Praxair is the big guy, with the capability to install the largest, on-site, industrial gas production facilities absolutely required for the construction of refineries, production lines, etc. No other company has their expertise, know-how and efficiency--they are the global leader and you have to like those take-or-pay contracts.
Airgas reminds me of Coca Cola's (NYSE:KO) can/bottle distribution network (think trucks!). Founder, Chairman Peter McCausland started the company in 1982 and through nearly 400 acquisitions and internal growth, has created the largest national distribution network in the U.S. packaged gas industry. This is a one-of-a-kind network that would take decades to establish and their products are absolute necessities to the food (sterilization), medical (sterilization, anesthesia) and construction industries. Over 25 years ago, I saw this first-hand at my part-time hospital shipping & receiving job while studying undergrad. Every Wednesday the Airgas truck came with helium, oxygen and nitrogen and delivered 20-30 tanks and took away the empties. The only thing that has changed since then is there are fewer choices for buyers, which is good for pricing power, leading to a lengthening period of gross margin stability and operating leverage.
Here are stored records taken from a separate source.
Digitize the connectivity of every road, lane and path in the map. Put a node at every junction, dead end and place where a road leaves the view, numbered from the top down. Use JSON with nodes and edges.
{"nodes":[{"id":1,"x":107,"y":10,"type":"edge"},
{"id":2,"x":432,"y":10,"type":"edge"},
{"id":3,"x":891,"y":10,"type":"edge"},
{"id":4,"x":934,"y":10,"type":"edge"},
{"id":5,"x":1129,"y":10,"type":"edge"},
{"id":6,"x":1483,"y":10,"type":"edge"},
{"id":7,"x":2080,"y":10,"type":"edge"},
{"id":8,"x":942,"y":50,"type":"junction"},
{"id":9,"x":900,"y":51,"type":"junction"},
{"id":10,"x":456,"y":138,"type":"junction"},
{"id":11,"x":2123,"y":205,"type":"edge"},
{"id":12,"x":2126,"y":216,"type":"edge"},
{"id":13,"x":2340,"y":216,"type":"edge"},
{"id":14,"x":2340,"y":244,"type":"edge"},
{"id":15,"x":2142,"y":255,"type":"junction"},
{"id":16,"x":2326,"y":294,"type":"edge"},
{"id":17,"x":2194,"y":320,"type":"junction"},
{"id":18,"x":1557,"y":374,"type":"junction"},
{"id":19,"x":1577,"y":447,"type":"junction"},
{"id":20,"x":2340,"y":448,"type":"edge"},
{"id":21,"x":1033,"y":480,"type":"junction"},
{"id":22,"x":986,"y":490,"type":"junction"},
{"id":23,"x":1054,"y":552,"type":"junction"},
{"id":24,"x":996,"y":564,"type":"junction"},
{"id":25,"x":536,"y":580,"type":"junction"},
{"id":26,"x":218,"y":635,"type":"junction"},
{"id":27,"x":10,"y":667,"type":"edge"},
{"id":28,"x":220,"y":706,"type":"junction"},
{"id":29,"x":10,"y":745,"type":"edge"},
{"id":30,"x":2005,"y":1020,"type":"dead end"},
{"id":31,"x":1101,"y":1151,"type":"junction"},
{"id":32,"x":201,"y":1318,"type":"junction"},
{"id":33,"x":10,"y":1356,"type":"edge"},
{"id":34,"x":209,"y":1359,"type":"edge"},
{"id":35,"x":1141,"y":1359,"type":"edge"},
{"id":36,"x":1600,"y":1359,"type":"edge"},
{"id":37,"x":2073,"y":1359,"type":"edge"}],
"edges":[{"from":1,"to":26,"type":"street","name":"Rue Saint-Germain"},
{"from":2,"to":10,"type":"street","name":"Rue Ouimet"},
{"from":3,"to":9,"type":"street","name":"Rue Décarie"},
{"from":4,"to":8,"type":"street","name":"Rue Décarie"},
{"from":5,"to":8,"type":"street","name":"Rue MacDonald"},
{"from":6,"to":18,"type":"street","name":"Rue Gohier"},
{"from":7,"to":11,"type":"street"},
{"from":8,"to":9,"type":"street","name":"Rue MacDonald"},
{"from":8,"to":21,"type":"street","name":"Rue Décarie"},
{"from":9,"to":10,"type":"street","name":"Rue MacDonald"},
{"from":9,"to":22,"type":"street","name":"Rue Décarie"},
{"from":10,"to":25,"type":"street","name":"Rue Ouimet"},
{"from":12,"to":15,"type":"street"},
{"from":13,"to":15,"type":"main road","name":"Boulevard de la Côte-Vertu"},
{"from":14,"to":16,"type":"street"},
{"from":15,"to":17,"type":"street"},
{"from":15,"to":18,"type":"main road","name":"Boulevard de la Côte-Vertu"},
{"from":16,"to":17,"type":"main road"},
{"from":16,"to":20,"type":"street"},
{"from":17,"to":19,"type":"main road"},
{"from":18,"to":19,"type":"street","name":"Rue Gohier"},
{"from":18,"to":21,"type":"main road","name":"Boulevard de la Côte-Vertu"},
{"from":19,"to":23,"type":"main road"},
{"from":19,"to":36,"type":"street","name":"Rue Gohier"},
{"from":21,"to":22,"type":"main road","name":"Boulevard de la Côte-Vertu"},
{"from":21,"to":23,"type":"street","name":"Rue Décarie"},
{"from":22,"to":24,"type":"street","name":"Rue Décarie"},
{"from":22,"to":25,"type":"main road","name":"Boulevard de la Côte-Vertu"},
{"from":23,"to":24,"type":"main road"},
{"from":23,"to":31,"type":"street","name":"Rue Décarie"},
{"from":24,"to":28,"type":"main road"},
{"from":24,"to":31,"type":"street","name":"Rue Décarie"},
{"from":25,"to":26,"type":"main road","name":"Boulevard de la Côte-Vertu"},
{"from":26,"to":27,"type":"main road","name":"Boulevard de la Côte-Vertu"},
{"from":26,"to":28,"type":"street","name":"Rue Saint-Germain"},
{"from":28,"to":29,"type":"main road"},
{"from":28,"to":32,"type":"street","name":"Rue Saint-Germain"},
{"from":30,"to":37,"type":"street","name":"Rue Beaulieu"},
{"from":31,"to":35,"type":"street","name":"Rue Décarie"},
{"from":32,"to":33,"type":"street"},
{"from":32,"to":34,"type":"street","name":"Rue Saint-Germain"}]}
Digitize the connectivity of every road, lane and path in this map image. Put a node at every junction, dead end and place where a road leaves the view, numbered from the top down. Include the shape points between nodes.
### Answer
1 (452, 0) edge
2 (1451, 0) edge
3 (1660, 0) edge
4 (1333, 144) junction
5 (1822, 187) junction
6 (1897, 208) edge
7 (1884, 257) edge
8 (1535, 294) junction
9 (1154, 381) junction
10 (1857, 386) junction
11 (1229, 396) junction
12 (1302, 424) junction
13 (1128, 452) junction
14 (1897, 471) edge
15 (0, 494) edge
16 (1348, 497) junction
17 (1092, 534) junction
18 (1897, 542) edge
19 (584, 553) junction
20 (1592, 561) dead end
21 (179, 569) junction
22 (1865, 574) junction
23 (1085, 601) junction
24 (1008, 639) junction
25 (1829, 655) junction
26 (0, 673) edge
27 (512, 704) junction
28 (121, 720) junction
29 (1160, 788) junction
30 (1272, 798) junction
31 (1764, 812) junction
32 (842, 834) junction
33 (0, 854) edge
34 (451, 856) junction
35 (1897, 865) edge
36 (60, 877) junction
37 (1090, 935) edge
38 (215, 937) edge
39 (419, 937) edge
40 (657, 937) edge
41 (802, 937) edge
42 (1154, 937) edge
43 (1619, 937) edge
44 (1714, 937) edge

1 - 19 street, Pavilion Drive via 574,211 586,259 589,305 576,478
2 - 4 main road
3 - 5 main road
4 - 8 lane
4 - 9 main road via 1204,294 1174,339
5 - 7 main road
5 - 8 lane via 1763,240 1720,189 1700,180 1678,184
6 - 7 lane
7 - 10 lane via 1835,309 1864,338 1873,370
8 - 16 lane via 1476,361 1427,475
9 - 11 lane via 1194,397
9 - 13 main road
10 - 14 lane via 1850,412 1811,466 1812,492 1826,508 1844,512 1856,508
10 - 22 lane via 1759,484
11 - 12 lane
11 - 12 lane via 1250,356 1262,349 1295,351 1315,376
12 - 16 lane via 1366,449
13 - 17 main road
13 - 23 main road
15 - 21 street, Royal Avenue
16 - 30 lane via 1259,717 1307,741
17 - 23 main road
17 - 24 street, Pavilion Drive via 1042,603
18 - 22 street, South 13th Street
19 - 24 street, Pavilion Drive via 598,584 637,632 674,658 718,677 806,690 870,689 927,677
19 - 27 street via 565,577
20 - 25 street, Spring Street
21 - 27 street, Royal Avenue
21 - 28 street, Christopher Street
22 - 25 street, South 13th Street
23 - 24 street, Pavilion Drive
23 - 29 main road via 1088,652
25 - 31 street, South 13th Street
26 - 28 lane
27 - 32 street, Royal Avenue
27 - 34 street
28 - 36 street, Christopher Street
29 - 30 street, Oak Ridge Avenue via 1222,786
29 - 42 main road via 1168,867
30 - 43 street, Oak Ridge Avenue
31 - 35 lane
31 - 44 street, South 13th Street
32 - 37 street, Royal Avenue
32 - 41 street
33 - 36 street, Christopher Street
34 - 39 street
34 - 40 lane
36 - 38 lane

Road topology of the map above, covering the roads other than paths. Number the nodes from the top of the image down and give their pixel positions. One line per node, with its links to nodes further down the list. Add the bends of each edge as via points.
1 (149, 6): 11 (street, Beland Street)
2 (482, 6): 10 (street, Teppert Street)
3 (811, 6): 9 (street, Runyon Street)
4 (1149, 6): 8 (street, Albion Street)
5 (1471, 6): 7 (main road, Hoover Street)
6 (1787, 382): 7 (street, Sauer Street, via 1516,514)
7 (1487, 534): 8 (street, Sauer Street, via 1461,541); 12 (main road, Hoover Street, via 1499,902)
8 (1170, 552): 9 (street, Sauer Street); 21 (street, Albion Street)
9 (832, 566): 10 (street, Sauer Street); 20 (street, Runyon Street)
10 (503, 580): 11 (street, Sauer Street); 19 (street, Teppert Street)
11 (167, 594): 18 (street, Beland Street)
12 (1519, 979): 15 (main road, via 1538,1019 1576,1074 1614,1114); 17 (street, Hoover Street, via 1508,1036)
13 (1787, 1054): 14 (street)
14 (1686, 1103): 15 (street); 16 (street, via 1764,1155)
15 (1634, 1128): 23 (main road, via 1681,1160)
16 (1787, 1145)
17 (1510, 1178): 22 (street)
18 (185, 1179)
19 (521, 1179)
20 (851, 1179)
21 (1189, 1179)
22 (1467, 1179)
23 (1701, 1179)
All three of these companies possess these qualities.
The equity market loves this and rewards companies with such predictable characteristics with high P/E multiples. These are the high PEG (P/E to Growth) stories that scare many investors perpetually as they wait for a better entry point than the typical 10-15% declines afforded by these three companies off of their 52-week highs and never get involved. These companies are so investment-worthy, that downward revisions to guidance have negligible impacts to their stock prices. For example, ARG revised guidance downward on January 24th (see ARG's 1/24/13 earnings release) and the stock trades today at less than 2% off of its 52 week high. These stocks have sported premium P/E & other valuation multiples relative to the S&P 500 year after year--really good franchises do this.
To be clear, I like all three stocks. If I had to rank them, I would choose ARG, PX and then APD. ARG's distribution network asset is so valuable, many companies would benefit greatly from owning it. To boot, their gross margins are substantially higher than both APD and PX, so in a consolidation scenario where ARG gets acquired, a transaction would most likely be massively accretive to the acquiring company, even with a nice premium. Also, PX and ARG have dividend payout ratios in the 30s. If they boosted this closer to 50%, both stocks would probably normalize at a higher trading level in the short run; however, I anticipate they will continue to focus on growth initiatives and managing their businesses as such to keep valuations at current levels.
In summary, these stocks offer investors ownership in key characteristics that are well-liked by equity markets:
- Limited competition/significant barriers to entry-cost prohibitive (+ for margins, scarcity value boosts valuations)
- Pricing power (+ for, sales, EPS, dividend growth; margins and valuations)
- Recurring/predictable revenues (+ for valuations)
- Consistent earnings growth (+ for valuations)
- Market dominance & leadership (+ for valuations & lowers downside volatility)
- Great operating cash flow generators; all these businesses are extremely capital intensive, however, their competitive positions are so strong, the market seems to be ignoring this detraction.
- There are only 3 ways to play this industry in U.S. equity markets which creates what I call an investment oligopoly for this excellent industry. Scarcity is usually good for stock prices.